From the first sign that you may be shipping out, a soldier needs to prepare mentally, emotionally and financially.
My sister, Zulma Sanclemente-Youngs, is Rank Sergeant for the 230 Sustainment Brigade in Tennessee for the U.S. Army National Guard. Since Zulma served overseas in 2007, she gave me these pre-deployment tips for soldiers and their families.
Check out these 10 basic to-dos for getting your finances and life in order prior to deployment, which were reviewed by the Tennessee Military Department of Joint Public Affairs.
1. Saving is the name of the combat game.
Preserving a bit of the money from the military paycheck will help to deal with rainy days. “Biggest thing in finances is to save money and get everything prepared,” advises Zulma. Taking a small part of your paycheck and placing it in a separate bank account, while using the rest to pay bills, will assist in unexpected situations when returning from deployment. “When we came home, gas was outrageous … luckily we had plenty of savings to get us prepared,” Zulma said.

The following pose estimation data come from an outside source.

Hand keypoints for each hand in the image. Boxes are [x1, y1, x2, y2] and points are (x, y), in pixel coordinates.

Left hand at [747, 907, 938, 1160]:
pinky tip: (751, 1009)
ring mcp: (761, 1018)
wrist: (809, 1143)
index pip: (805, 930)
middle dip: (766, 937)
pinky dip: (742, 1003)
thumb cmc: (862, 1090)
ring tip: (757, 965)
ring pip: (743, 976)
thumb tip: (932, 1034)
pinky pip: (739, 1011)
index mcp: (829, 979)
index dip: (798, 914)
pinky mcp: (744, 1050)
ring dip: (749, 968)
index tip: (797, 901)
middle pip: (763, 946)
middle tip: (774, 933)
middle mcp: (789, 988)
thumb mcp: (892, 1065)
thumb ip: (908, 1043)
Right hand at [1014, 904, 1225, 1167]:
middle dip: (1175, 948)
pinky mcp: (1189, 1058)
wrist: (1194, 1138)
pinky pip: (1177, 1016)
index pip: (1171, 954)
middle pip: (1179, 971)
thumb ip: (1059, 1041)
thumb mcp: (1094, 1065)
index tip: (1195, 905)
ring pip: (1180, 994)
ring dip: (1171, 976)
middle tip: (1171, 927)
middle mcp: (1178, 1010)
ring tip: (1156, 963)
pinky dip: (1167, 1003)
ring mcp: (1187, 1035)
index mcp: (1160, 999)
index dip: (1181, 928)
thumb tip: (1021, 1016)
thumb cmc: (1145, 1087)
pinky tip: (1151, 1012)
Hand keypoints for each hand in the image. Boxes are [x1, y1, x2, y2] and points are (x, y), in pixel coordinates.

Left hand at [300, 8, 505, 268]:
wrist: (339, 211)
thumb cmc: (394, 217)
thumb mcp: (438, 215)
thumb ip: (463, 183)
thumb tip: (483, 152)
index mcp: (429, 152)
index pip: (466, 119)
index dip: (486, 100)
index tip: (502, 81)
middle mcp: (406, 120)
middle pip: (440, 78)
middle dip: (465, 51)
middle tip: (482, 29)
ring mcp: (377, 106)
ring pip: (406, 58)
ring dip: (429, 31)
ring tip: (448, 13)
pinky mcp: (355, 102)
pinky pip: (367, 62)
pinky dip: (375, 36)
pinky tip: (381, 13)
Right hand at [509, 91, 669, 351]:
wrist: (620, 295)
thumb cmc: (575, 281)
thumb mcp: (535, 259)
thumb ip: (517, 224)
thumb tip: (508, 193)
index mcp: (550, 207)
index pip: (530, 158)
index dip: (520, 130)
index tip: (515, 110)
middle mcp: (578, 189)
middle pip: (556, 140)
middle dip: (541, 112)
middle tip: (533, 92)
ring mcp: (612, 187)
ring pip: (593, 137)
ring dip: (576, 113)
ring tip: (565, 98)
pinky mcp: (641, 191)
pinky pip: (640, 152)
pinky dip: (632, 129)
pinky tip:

2. Know who is caring for your kids and your finances.
Take the time to find the right person to look after your children and take charge of your finances. “Get legal advice to figure out who has power of attorney to take care of your kids and someone that you trust,” Zulma said. Also, make sure it is someone that you trust 100% because they will have the authorization to act on your behalf in legal and business matters. “They are basically taking your place temporarily, not permanently until you come home,” Zulma said.
3. Introduce your power of attorney to EVERYONE.
Take time to introduce your POA to all you know. “Physically bring the person who is going to be in charge of your kids and finance and introduce them to everyone and also your creditors,” instructs Zulma. You want to make sure your lawyer, doctors, mechanic, accountant, friends and family personally meet the man or woman who will temporarily step into your shoes to assuage doubt and to give your loved ones advance notice.
4. Keep your payment schedules on clockwork.
Take a moment to show your POA your method of paying bills. For example, if you always paid on the 15th of the month, have your POA continue to do the same. This will avoid confusion on your part when returning home and in the payment process with your creditors or local bill companies.
5. Alert your community.
Speak with everyone that you know within your community. Reach out to your local place of worship and communtiy centers because they will be your support systems. “It feels good just knowing you have the church right there for you,” says Zulma. Also, notify your child’s school so the administrators will be able to address any issues involving your child. “If you notify the school and give them the heads-up, they will be able to know how to handle the kids,” advises Zulma.
6. Notify all creditors.
Contact your creditors and local bill companies to advise them of your deployment. “Notify all creditors that are under that soldier’s name, letting them know that soldier is deploying,” advises Zulma. By reaching out to the companies ahead of time and explaining your circumstances, some may be able to work with you and assist the spouse that stays behind.
7. Liquidate unnecessary items.
Get rid of the physical belongings that you do not need. If it is an unnecessary item, sell it. Take the profits from the sale and place it in your bank account to have extra money upon your return. “Use that money and put it in savings because the soldier’s first check may be late before they start to get real money coming in,” advises Zulma. Those extra funds can also help your spouse or POA make payments on current bills or household and child expenses. “Use that money from the liquidations, so you won’t have hardships,” says Zulma.
8. Don’t spend money pre-deployment to relieve anxiety.
During times of stress and with a full bank account, you may want to buy lots of things — avoid over-spending. Instead of relieving your stressful anxiety, in the long run, it will leave you broke and over-stressed. “Try not to spend too much money when you see that money in the bank,” instructs Zulma. If you’re going to use the money, spend in moderation."
9. Keep a spending journal.
For the spouse that stays behind, jotting down your accounting expenses will help reduce any questions the deployed spouse may have of what you did or did not spend during their absence. “Keep a journal, like a planner, where the money went to in case your husband says, ‘I don’t know where you spent my money.’ Be nice and real calm about it and say 'Here, this is where our money went,'” advises Zulma. This will prevent any fights over confusing spending and also strengthen your own financial organization.
10. Don’t tie the knot to someone right before deployment.
If you’re dating someone, try not to get the marriage bug before you’re deployed just to maintain the relationship. “Don’t do it because you’re fixing to deploy and you’re afraid to lose each other,” says Zulma. But if you have plans to get married, try to postpone the engagement until after the deployment, as waiting will help build the foundation. “That is going to build the relationship and make the relationship even stronger.”
Ultimately, it is important for soldiers to prepare prior to deployment because, when it comes down to it, you don't want to leave the chaos of war just to deal with financial chaos at home.